Statistics is the study of the collection, analysis, interpretation, presentation, and organization of data. Statistics is a vast subject but we will keep it simple for Class 8 students.

In Statistics, we have to first learn the collection and Tabulation of data. It is all about data and then using that data to extract inferences.

Key Terms to Understand

Data: The word ‘data’ means information in the form of numerical figures or a set of given facts.  is a set of values of qualitative or quantitative variables.

i) The marks obtained by $10$ pupils of a class in a monthly test are: $51, 56, 50, 57, 61, 52, 66, 55, 67, 60$. This is quantitative data.

ii) However, a collection of colors like Red, Blue, Green would be qualitative data something that generally cannot be measured with numerical results.

Raw or Ungrouped Data: The data obtained in original form is called raw data or ungrouped data. Clearly, the data shown above is a raw data. Normally, when we collect data, we will get raw data.

Group Data: For the sake of convenience (in study and comparison), we may condense the raw data into classes or groups. Such a presentation is known as grouped data.

Array: An arrangement of raw numerical data in ascending order of magnitude is called an Array. Example: $1, 3, 5, 6, 7, 8, 10, 13, 15, 20, 50, 100, 200$

Tabulation or Presentation of Data: Arranging the data in the form of tables in condensed form is called as the Tabulation or Presentation of data.

Variable: A quality which is being measured in an experiment or survey is called a variable. Thus, age of students in a class, monthly income in an office, number of children in the residing in a locality, etc. are the examples of variable

Variate: A particular value of a variable is called variate.

Observation: Each numerical figure in a data is called observation.

Frequency:  The number of times a particular observation occurs is called its frequency.

Frequency distribution: The tabular arrangement of data showing the frequency of each observation is called a frequency distribution.

Frequency Distribution of Ungrouped Data

Let’s use the following data to learn Frequency distribution.

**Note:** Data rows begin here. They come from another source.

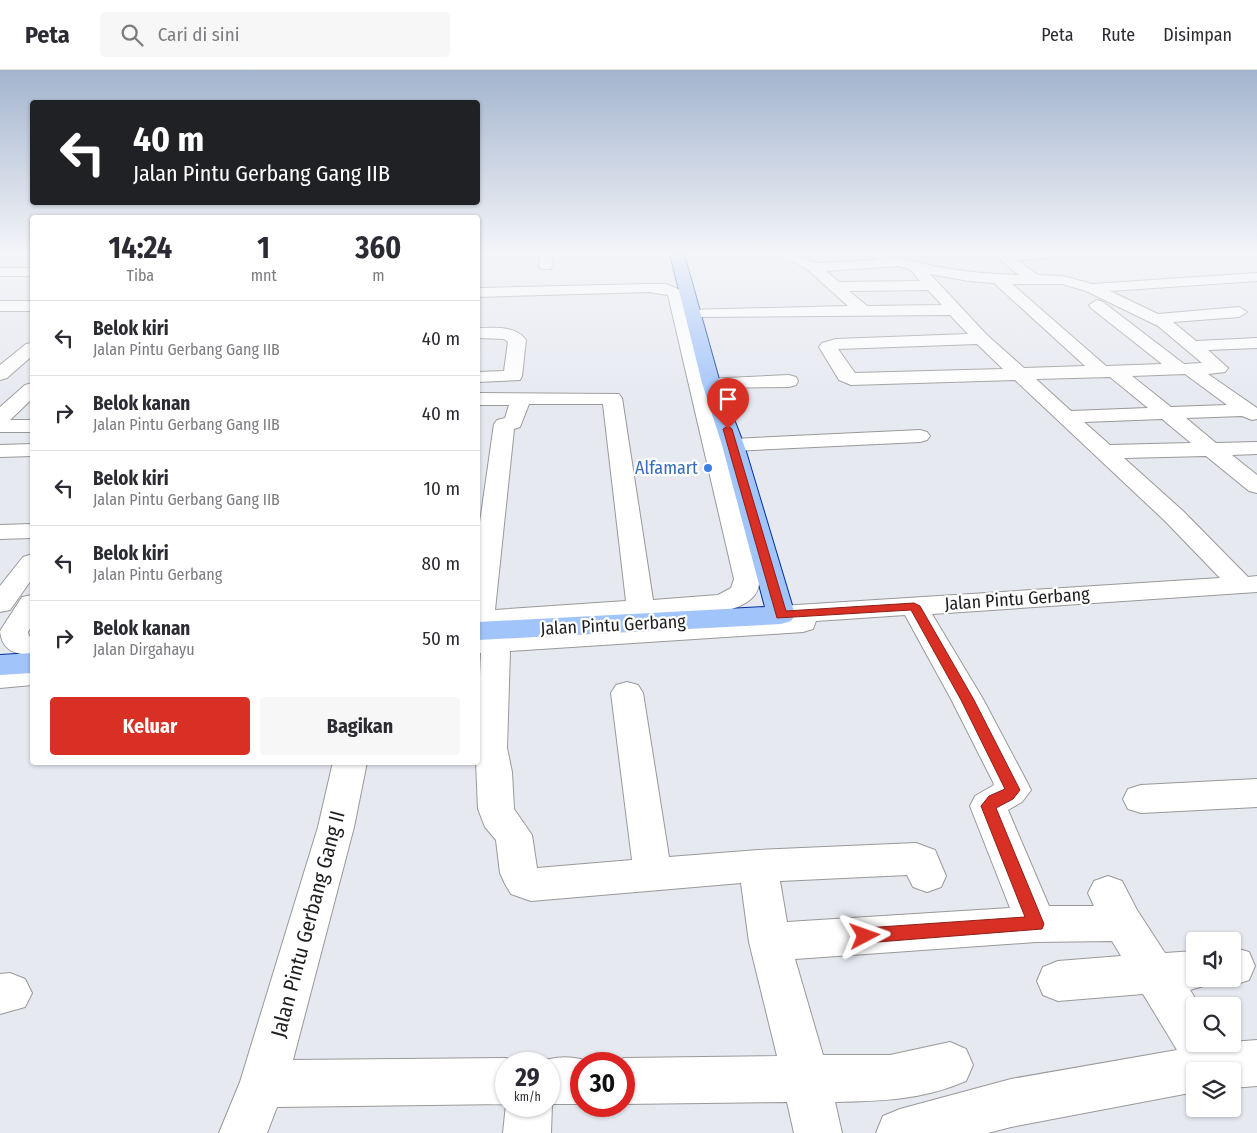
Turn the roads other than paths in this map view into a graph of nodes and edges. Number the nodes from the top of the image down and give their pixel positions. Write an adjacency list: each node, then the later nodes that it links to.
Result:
1 (678, 304): 60 (street)
2 (690, 304): 12 (main road)
3 (855, 304): 11 (street)
4 (947, 304): 10 (street)
5 (1027, 304): 23 (street)
6 (1103, 304): 24 (street)
7 (1120, 304): 13 (street)
8 (0, 306): 9 (street)
9 (30, 306)
10 (953, 310): 11 (street); 18 (street)
11 (864, 312): 12 (street)
12 (695, 319): 14 (street); 30 (main road)
13 (1156, 319): 15 (street); 20 (street)
14 (741, 324)
15 (1257, 332)
16 (480, 333): 27 (street)
17 (30, 336): 22 (street)
18 (981, 339): 25 (street); 25 (street)
19 (1257, 343): 20 (street)
20 (1192, 346): 24 (street)
21 (30, 350): 26 (street)
22 (0, 358)
23 (1107, 370): 24 (street); 25 (street); 35 (street)
24 (1186, 370): 36 (street)
25 (1019, 373): 37 (street)
26 (0, 374)
27 (514, 376): 28 (street); 31 (street)
28 (480, 377)
29 (789, 381): 30 (street)
30 (711, 382): 42 (main road)
31 (591, 386)
32 (30, 391): 38 (street)
33 (521, 398): 34 (street); 60 (street); 62 (street)
34 (480, 399)
35 (1167, 412): 36 (street); 37 (street); 45 (street)
36 (1252, 414)
37 (1068, 417): 46 (street)
38 (0, 418)
39 (0, 426): 40 (street)
40 (30, 426)
41 (920, 436): 42 (street)
42 (733, 444): 59 (main road)
43 (1257, 448): 45 (street)
44 (30, 450): 47 (street)
45 (1214, 450): 46 (street); 48 (street)
46 (1105, 452): 53 (street)
47 (3, 453)
48 (1257, 486)
49 (30, 531): 50 (street)
50 (0, 532)
51 (30, 550): 55 (street)
52 (30, 565): 56 (street)
53 (1249, 584): 58 (street, Jalan Pintu Gerbang)
54 (30, 585): 61 (street)
55 (0, 588)
56 (0, 604)
57 (30, 606): 63 (street)
58 (917, 611): 59 (street, Jalan Pintu Gerbang); 62 (street); 71 (street)
59 (781, 615): 60 (main road, Jalan Pintu Gerbang)
60 (642, 617): 62 (main road, Jalan Pintu Gerbang)
61 (0, 624)
62 (483, 632): 69 (street)
63 (21, 661)
64 (626, 693): 69 (street)
65 (349, 765): 81 (street, Jalan Pintu Gerbang Gang II)
66 (1257, 793): 67 (street)
67 (1141, 799)
68 (758, 866): 69 (street); 70 (street); 72 (street)
69 (653, 875)
70 (927, 876)
71 (1036, 924): 72 (street); 74 (street)
72 (770, 942): 78 (street)
73 (1186, 971): 74 (street)
74 (1154, 974): 75 (street); 76 (street)
75 (1058, 981)
76 (1216, 1053): 86 (street)
77 (950, 1065): 78 (street)
78 (806, 1079): 80 (street); 85 (street)
79 (495, 1081): 81 (street)
80 (635, 1081)
81 (263, 1084): 83 (street, Jalan Pintu Gerbang Gang II)
82 (528, 1117): 84 (street)
83 (243, 1133)
84 (527, 1133)
85 (818, 1133)
86 (900, 1133)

Data: $2, 1, 3, 1, 2, 3, 2, 2, 1, 3, 2, 1, 5, 4, 3, 3, 2, 1, 2, 6$  (this data could be anything… may be number of TVs in homes, number of kids in families in a community etc.)

Step 1: Arranging the above data in ascending order, we get: $1, 1, 1, 1, 2, 2, 2, 2, 2, 2, 2, 3, 3, 3, 3, 3, 4, 4, 5, \ and\ 6$

Step 2: Organize the data in frequency distribution. In simple terms, what it means is the number of times the same data appears.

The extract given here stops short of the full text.